PROBLEM TO WORK ON: Extract all lines in the data that contain the word "edges".

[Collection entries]
┌──

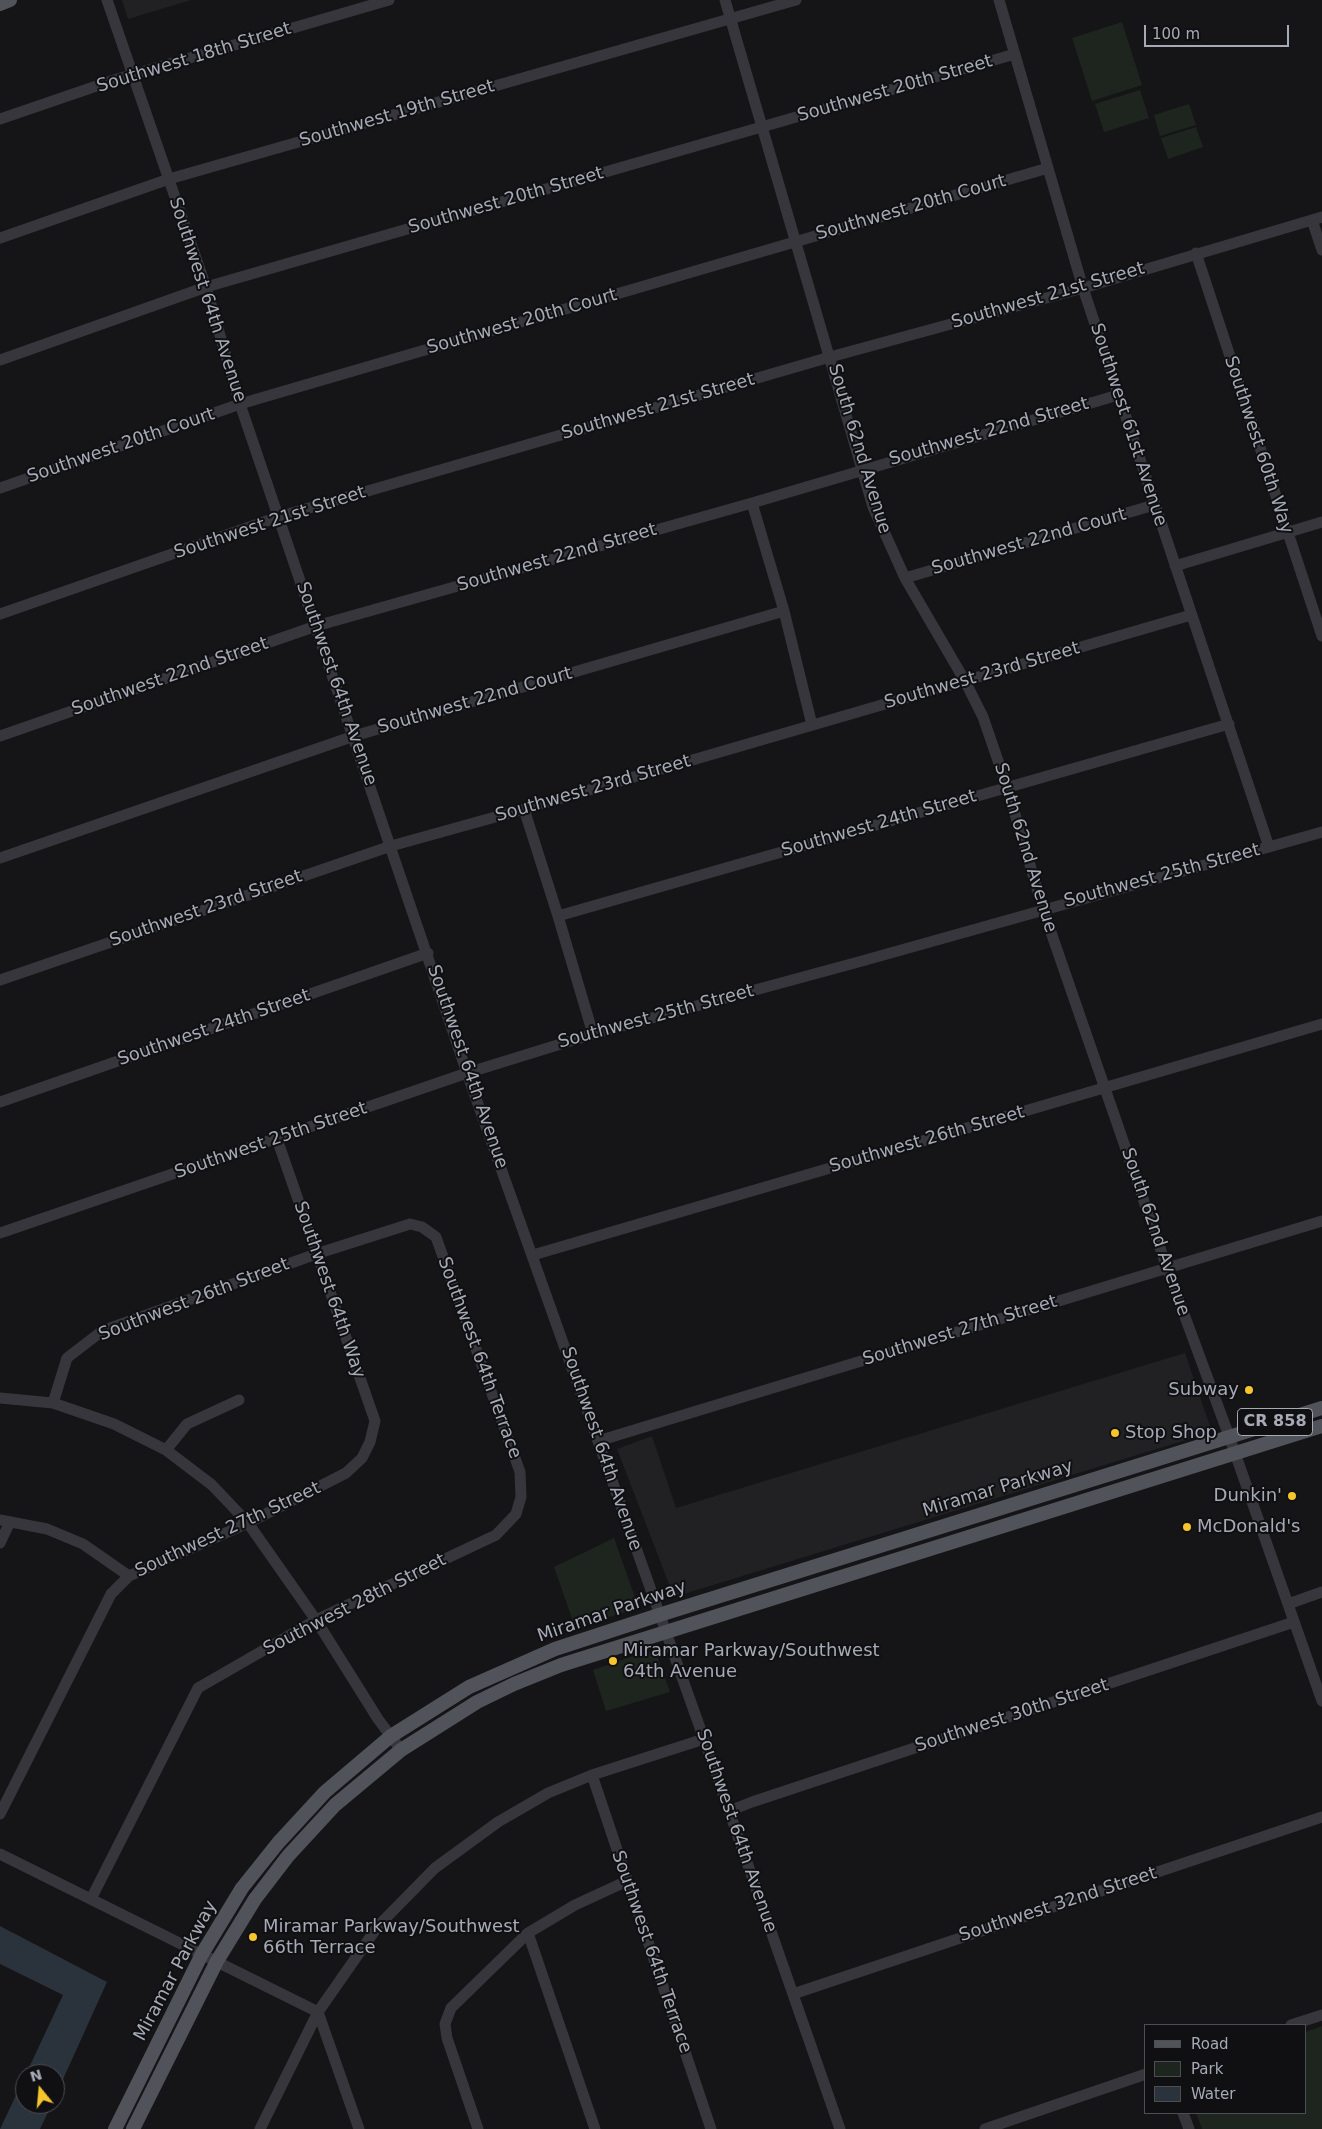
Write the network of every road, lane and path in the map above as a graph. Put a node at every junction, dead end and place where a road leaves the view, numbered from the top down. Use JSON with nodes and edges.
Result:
{"nodes":[{"id":1,"x":10,"y":0,"type":"edge"},
{"id":2,"x":107,"y":0,"type":"edge"},
{"id":3,"x":389,"y":0,"type":"edge"},
{"id":4,"x":726,"y":0,"type":"edge"},
{"id":5,"x":796,"y":0,"type":"edge"},
{"id":6,"x":999,"y":0,"type":"edge"},
{"id":7,"x":0,"y":4,"type":"edge"},
{"id":8,"x":731,"y":19,"type":"junction"},
{"id":9,"x":1015,"y":54,"type":"junction"},
{"id":10,"x":132,"y":75,"type":"junction"},
{"id":11,"x":0,"y":119,"type":"edge"},
{"id":12,"x":762,"y":127,"type":"junction"},
{"id":13,"x":1048,"y":168,"type":"junction"},
{"id":14,"x":169,"y":179,"type":"junction"},
{"id":15,"x":1317,"y":219,"type":"edge"},
{"id":16,"x":0,"y":238,"type":"edge"},
{"id":17,"x":795,"y":242,"type":"junction"},
{"id":18,"x":1322,"y":250,"type":"edge"},
{"id":19,"x":1196,"y":253,"type":"junction"},
{"id":20,"x":206,"y":287,"type":"junction"},
{"id":21,"x":1083,"y":288,"type":"junction"},
{"id":22,"x":830,"y":357,"type":"junction"},
{"id":23,"x":0,"y":360,"type":"edge"},
{"id":24,"x":1118,"y":395,"type":"junction"},
{"id":25,"x":240,"y":404,"type":"junction"},
{"id":26,"x":861,"y":469,"type":"junction"},
{"id":27,"x":0,"y":488,"type":"edge"},
{"id":28,"x":752,"y":503,"type":"junction"},
{"id":29,"x":1154,"y":505,"type":"junction"},
{"id":30,"x":278,"y":517,"type":"junction"},
{"id":31,"x":1322,"y":522,"type":"edge"},
{"id":32,"x":1286,"y":532,"type":"junction"},
{"id":33,"x":1176,"y":566,"type":"junction"},
{"id":34,"x":904,"y":578,"type":"junction"},
{"id":35,"x":784,"y":611,"type":"junction"},
{"id":36,"x":0,"y":614,"type":"edge"},
{"id":37,"x":1191,"y":615,"type":"junction"},
{"id":38,"x":316,"y":626,"type":"junction"},
{"id":39,"x":1322,"y":636,"type":"edge"},
{"id":40,"x":965,"y":681,"type":"junction"},
{"id":41,"x":1228,"y":724,"type":"junction"},
{"id":42,"x":812,"y":725,"type":"junction"},
{"id":43,"x":0,"y":736,"type":"edge"},
{"id":44,"x":354,"y":736,"type":"junction"},
{"id":45,"x":1007,"y":787,"type":"junction"},
{"id":46,"x":524,"y":810,"type":"junction"},
{"id":47,"x":1322,"y":832,"type":"edge"},
{"id":48,"x":391,"y":846,"type":"junction"},
{"id":49,"x":1269,"y":847,"type":"junction"},
{"id":50,"x":0,"y":858,"type":"edge"},
{"id":51,"x":1043,"y":909,"type":"junction"},
{"id":52,"x":558,"y":916,"type":"junction"},
{"id":53,"x":428,"y":953,"type":"junction"},
{"id":54,"x":0,"y":980,"type":"edge"},
{"id":55,"x":1322,"y":1024,"type":"edge"},
{"id":56,"x":592,"y":1034,"type":"junction"},
{"id":57,"x":468,"y":1073,"type":"junction"},
{"id":58,"x":1106,"y":1088,"type":"junction"},
{"id":59,"x":0,"y":1102,"type":"edge"},
{"id":60,"x":277,"y":1139,"type":"junction"},
{"id":61,"x":1322,"y":1221,"type":"edge"},
{"id":62,"x":422,"y":1227,"type":"joint"},
{"id":63,"x":0,"y":1233,"type":"edge"},
{"id":64,"x":316,"y":1254,"type":"junction"},
{"id":65,"x":533,"y":1255,"type":"junction"},
{"id":66,"x":1167,"y":1268,"type":"junction"},
{"id":67,"x":0,"y":1398,"type":"edge"},
{"id":68,"x":239,"y":1400,"type":"dead end"},
{"id":69,"x":52,"y":1403,"type":"junction"},
{"id":70,"x":1322,"y":1408,"type":"edge"},
{"id":71,"x":1322,"y":1426,"type":"edge"},
{"id":72,"x":1229,"y":1436,"type":"junction"},
{"id":73,"x":598,"y":1441,"type":"junction"},
{"id":74,"x":370,"y":1442,"type":"joint"},
{"id":75,"x":166,"y":1450,"type":"junction"},
{"id":76,"x":1235,"y":1453,"type":"junction"},
{"id":77,"x":521,"y":1497,"type":"joint"},
{"id":78,"x":5,"y":1521,"type":"edge"},
{"id":79,"x":248,"y":1523,"type":"junction"},
{"id":80,"x":924,"y":1532,"type":"junction"},
{"id":81,"x":0,"y":1543,"type":"edge"},
{"id":82,"x":865,"y":1570,"type":"junction"},
{"id":83,"x":129,"y":1576,"type":"junction"},
{"id":84,"x":1322,"y":1592,"type":"edge"},
{"id":85,"x":1288,"y":1604,"type":"junction"},
{"id":86,"x":659,"y":1615,"type":"junction"},
{"id":87,"x":316,"y":1620,"type":"junction"},
{"id":88,"x":1294,"y":1622,"type":"junction"},
{"id":89,"x":665,"y":1632,"type":"junction"},
{"id":90,"x":1322,"y":1701,"type":"edge"},
{"id":91,"x":391,"y":1736,"type":"junction"},
{"id":92,"x":704,"y":1739,"type":"junction"},
{"id":93,"x":401,"y":1750,"type":"junction"},
{"id":94,"x":592,"y":1774,"type":"junction"},
{"id":95,"x":729,"y":1811,"type":"junction"},
{"id":96,"x":0,"y":1814,"type":"edge"},
{"id":97,"x":1322,"y":1817,"type":"edge"},
{"id":98,"x":0,"y":1854,"type":"edge"},
{"id":99,"x":627,"y":1881,"type":"junction"},
{"id":100,"x":91,"y":1899,"type":"junction"},
{"id":101,"x":528,"y":1934,"type":"junction"},
{"id":102,"x":202,"y":1954,"type":"junction"},
{"id":103,"x":217,"y":1961,"type":"junction"},
{"id":104,"x":793,"y":1994,"type":"junction"},
{"id":105,"x":318,"y":2012,"type":"junction"},
{"id":106,"x":1322,"y":2015,"type":"edge"},
{"id":107,"x":1294,"y":2024,"type":"edge"},
{"id":108,"x":1144,"y":2075,"type":"edge"},
{"id":109,"x":1184,"y":2114,"type":"edge"},
{"id":110,"x":115,"y":2129,"type":"edge"},
{"id":111,"x":133,"y":2129,"type":"edge"},
{"id":112,"x":260,"y":2129,"type":"edge"},
{"id":113,"x":359,"y":2129,"type":"edge"},
{"id":114,"x":478,"y":2129,"type":"edge"},
{"id":115,"x":595,"y":2129,"type":"edge"},
{"id":116,"x":711,"y":2129,"type":"edge"},
{"id":117,"x":840,"y":2129,"type":"edge"},
{"id":118,"x":985,"y":2129,"type":"edge"},
{"id":119,"x":1189,"y":2129,"type":"edge"}],
"edges":[{"from":1,"to":7,"type":"main road"},
{"from":2,"to":10,"type":"street","name":"Southwest 64th Avenue"},
{"from":3,"to":10,"type":"street","name":"Southwest 18th Street"},
{"from":4,"to":8,"type":"street","name":"South 62nd Avenue"},
{"from":5,"to":8,"type":"street","name":"Southwest 19th Street"},
{"from":6,"to":9,"type":"street","name":"Southwest 61st Avenue"},
{"from":8,"to":12,"type":"street","name":"South 62nd Avenue"},
{"from":8,"to":14,"type":"street","name":"Southwest 19th Street"},
{"from":9,"to":12,"type":"street","name":"Southwest 20th Street"},
{"from":9,"to":13,"type":"street","name":"Southwest 61st Avenue"},
{"from":10,"to":11,"type":"street","name":"Southwest 18th Street"},
{"from":10,"to":14,"type":"street","name":"Southwest 64th Avenue"},
{"from":12,"to":17,"type":"street","name":"South 62nd Avenue"},
{"from":12,"to":20,"type":"street","name":"Southwest 20th Street"},
{"from":13,"to":17,"type":"street","name":"Southwest 20th Court"},
{"from":13,"to":21,"type":"street","name":"Southwest 61st Avenue"},
{"from":14,"to":16,"type":"street","name":"Southwest 19th Street"},
{"from":14,"to":20,"type":"street","name":"Southwest 64th Avenue"},
{"from":15,"to":18,"type":"street"},
{"from":15,"to":19,"type":"street","name":"Southwest 21st Street"},
{"from":17,"to":22,"type":"street","name":"South 62nd Avenue"},
{"from":17,"to":25,"type":"street","name":"Southwest 20th Court"},
{"from":19,"to":21,"type":"street","name":"Southwest 21st Street"},
{"from":19,"to":32,"type":"street","name":"Southwest 60th Way"},
{"from":20,"to":23,"type":"street","name":"Southwest 20th Street"},
{"from":20,"to":25,"type":"street","name":"Southwest 64th Avenue"},
{"from":21,"to":22,"type":"street","name":"Southwest 21st Street"},
{"from":21,"to":24,"type":"street","name":"Southwest 61st Avenue"},
{"from":22,"to":26,"type":"street","name":"South 62nd Avenue"},
{"from":22,"to":30,"type":"street","name":"Southwest 21st Street"},
{"from":24,"to":26,"type":"street","name":"Southwest 22nd Street"},
{"from":24,"to":29,"type":"street","name":"Southwest 61st Avenue"},
{"from":25,"to":27,"type":"street","name":"Southwest 20th Court"},
{"from":25,"to":30,"type":"street","name":"Southwest 64th Avenue"},
{"from":26,"to":28,"type":"street","name":"Southwest 22nd Street"},
{"from":26,"to":34,"type":"street","name":"South 62nd Avenue"},
{"from":28,"to":35,"type":"street"},
{"from":28,"to":38,"type":"street","name":"Southwest 22nd Street"},
{"from":29,"to":33,"type":"street","name":"Southwest 61st Avenue"},
{"from":29,"to":34,"type":"street","name":"Southwest 22nd Court"},
{"from":30,"to":36,"type":"street","name":"Southwest 21st Street"},
{"from":30,"to":38,"type":"street","name":"Southwest 64th Avenue"},
{"from":31,"to":32,"type":"street"},
{"from":32,"to":33,"type":"street"},
{"from":32,"to":39,"type":"street","name":"Southwest 60th Way"},
{"from":33,"to":37,"type":"street","name":"Southwest 61st Avenue"},
{"from":34,"to":40,"type":"street","name":"South 62nd Avenue"},
{"from":35,"to":42,"type":"street"},
{"from":35,"to":44,"type":"street","name":"Southwest 22nd Court"},
{"from":37,"to":40,"type":"street","name":"Southwest 23rd Street"},
{"from":37,"to":41,"type":"street","name":"Southwest 61st Avenue"},
{"from":38,"to":43,"type":"street","name":"Southwest 22nd Street"},
{"from":38,"to":44,"type":"street","name":"Southwest 64th Avenue"},
{"from":40,"to":42,"type":"street","name":"Southwest 23rd Street"},
{"from":40,"to":45,"type":"street","name":"South 62nd Avenue"},
{"from":41,"to":45,"type":"street","name":"Southwest 24th Street"},
{"from":41,"to":49,"type":"street","name":"Southwest 61st Avenue"},
{"from":42,"to":46,"type":"street","name":"Southwest 23rd Street"},
{"from":44,"to":48,"type":"street","name":"Southwest 64th Avenue"},
{"from":44,"to":50,"type":"street","name":"Southwest 22nd Court"},
{"from":45,"to":51,"type":"street","name":"South 62nd Avenue"},
{"from":45,"to":52,"type":"street","name":"Southwest 24th Street"},
{"from":46,"to":48,"type":"street","name":"Southwest 23rd Street"},
{"from":46,"to":52,"type":"street"},
{"from":47,"to":49,"type":"street","name":"Southwest 25th Street"},
{"from":48,"to":53,"type":"street","name":"Southwest 64th Avenue"},
{"from":48,"to":54,"type":"street","name":"Southwest 23rd Street"},
{"from":49,"to":51,"type":"street","name":"Southwest 25th Street"},
{"from":51,"to":56,"type":"street","name":"Southwest 25th Street"},
{"from":51,"to":58,"type":"street","name":"South 62nd Avenue"},
{"from":52,"to":56,"type":"street"},
{"from":53,"to":57,"type":"street","name":"Southwest 64th Avenue"},
{"from":53,"to":59,"type":"street","name":"Southwest 24th Street"},
{"from":55,"to":58,"type":"street","name":"Southwest 26th Street"},
{"from":56,"to":57,"type":"street","name":"Southwest 25th Street"},
{"from":57,"to":60,"type":"street","name":"Southwest 25th Street"},
{"from":57,"to":65,"type":"street","name":"Southwest 64th Avenue"},
{"from":58,"to":65,"type":"street","name":"Southwest 26th Street"},
{"from":58,"to":66,"type":"street","name":"South 62nd Avenue"},
{"from":60,"to":63,"type":"street","name":"Southwest 25th Street"},
{"from":60,"to":64,"type":"street","name":"Southwest 64th Way"},
{"from":61,"to":66,"type":"street","name":"Southwest 27th Street"},
{"from":62,"to":64,"type":"street","name":"Southwest 26th Street"},
{"from":62,"to":77,"type":"street","name":"Southwest 64th Terrace"},
{"from":64,"to":69,"type":"street","name":"Southwest 26th Street"},
{"from":64,"to":74,"type":"street","name":"Southwest 64th Way"},
{"from":65,"to":73,"type":"street","name":"Southwest 64th Avenue"},
{"from":66,"to":72,"type":"street","name":"South 62nd Avenue"},
{"from":66,"to":73,"type":"street","name":"Southwest 27th Street"},
{"from":67,"to":69,"type":"street"},
{"from":68,"to":75,"type":"street"},
{"from":69,"to":75,"type":"street"},
{"from":70,"to":72,"type":"main road","name":"Miramar Parkway","number":"CR 858"},
{"from":71,"to":76,"type":"main road","name":"Miramar Parkway","number":"CR 858"},
{"from":72,"to":76,"type":"street","name":"South 62nd Avenue"},
{"from":72,"to":80,"type":"main road","name":"Miramar Parkway","number":"CR 858"},
{"from":73,"to":86,"type":"street","name":"Southwest 64th Avenue"},
{"from":74,"to":79,"type":"street","name":"Southwest 27th Street"},
{"from":75,"to":79,"type":"street"},
{"from":76,"to":82,"type":"main road","name":"Miramar Parkway","number":"CR 858"},
{"from":76,"to":85,"type":"street","name":"South 62nd Avenue"},
{"from":77,"to":87,"type":"street","name":"Southwest 28th Street"},
{"from":78,"to":81,"type":"street"},
{"from":78,"to":83,"type":"street"},
{"from":79,"to":83,"type":"street","name":"Southwest 27th Street"},
{"from":79,"to":87,"type":"street"},
{"from":80,"to":82,"type":"main road"},
{"from":80,"to":86,"type":"main road","name":"Miramar Parkway","number":"CR 858"},
{"from":82,"to":89,"type":"main road","name":"Miramar Parkway","number":"CR 858"},
{"from":83,"to":96,"type":"street","name":"Southwest 27th Street"},
{"from":84,"to":85,"type":"street"},
{"from":85,"to":88,"type":"street","name":"South 62nd Avenue"},
{"from":86,"to":89,"type":"street","name":"Southwest 64th Avenue"},
{"from":86,"to":91,"type":"main road","name":"Miramar Parkway","number":"CR 858"},
{"from":87,"to":91,"type":"street"},
{"from":87,"to":100,"type":"street","name":"Southwest 28th Street"},
{"from":88,"to":90,"type":"street","name":"South 62nd Avenue"},
{"from":88,"to":95,"type":"street","name":"Southwest 30th Street"},
{"from":89,"to":92,"type":"street","name":"Southwest 64th Avenue"},
{"from":89,"to":93,"type":"main road","name":"Miramar Parkway","number":"CR 858"},
{"from":91,"to":93,"type":"street"},
{"from":91,"to":102,"type":"main road","name":"Miramar Parkway","number":"CR 858"},
{"from":92,"to":94,"type":"street"},
{"from":92,"to":95,"type":"street","name":"Southwest 64th Avenue"},
{"from":93,"to":103,"type":"main road","name":"Miramar Parkway","number":"CR 858"},
{"from":94,"to":99,"type":"street","name":"Southwest 64th Terrace"},
{"from":94,"to":105,"type":"street"},
{"from":95,"to":104,"type":"street","name":"Southwest 64th Avenue"},
{"from":97,"to":104,"type":"street","name":"Southwest 32nd Street"},
{"from":98,"to":100,"type":"street"},
{"from":99,"to":101,"type":"street"},
{"from":99,"to":116,"type":"street","name":"Southwest 64th Terrace"},
{"from":100,"to":102,"type":"street"},
{"from":101,"to":114,"type":"street"},
{"from":101,"to":115,"type":"street"},
{"from":102,"to":103,"type":"street"},
{"from":102,"to":110,"type":"main road","name":"Miramar Parkway","number":"CR 858"},
{"from":103,"to":105,"type":"street"},
{"from":103,"to":111,"type":"main road","name":"Miramar Parkway","number":"CR 858"},
{"from":104,"to":117,"type":"street","name":"Southwest 64th Avenue"},
{"from":105,"to":112,"type":"street"},
{"from":105,"to":113,"type":"street"},
{"from":106,"to":107,"type":"street"},
{"from":108,"to":118,"type":"street"},
{"from":109,"to":119,"type":"street"}]}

└──

ANSWER SPACE:
Write the network of every road, lane and path in the map above as a graph. Put a node at every junction, dead end and place where a road leaves the view, numbered from the top down. Use JSON with nodes and edges.
"edges":[{"from":1,"to":7,"type":"main road"},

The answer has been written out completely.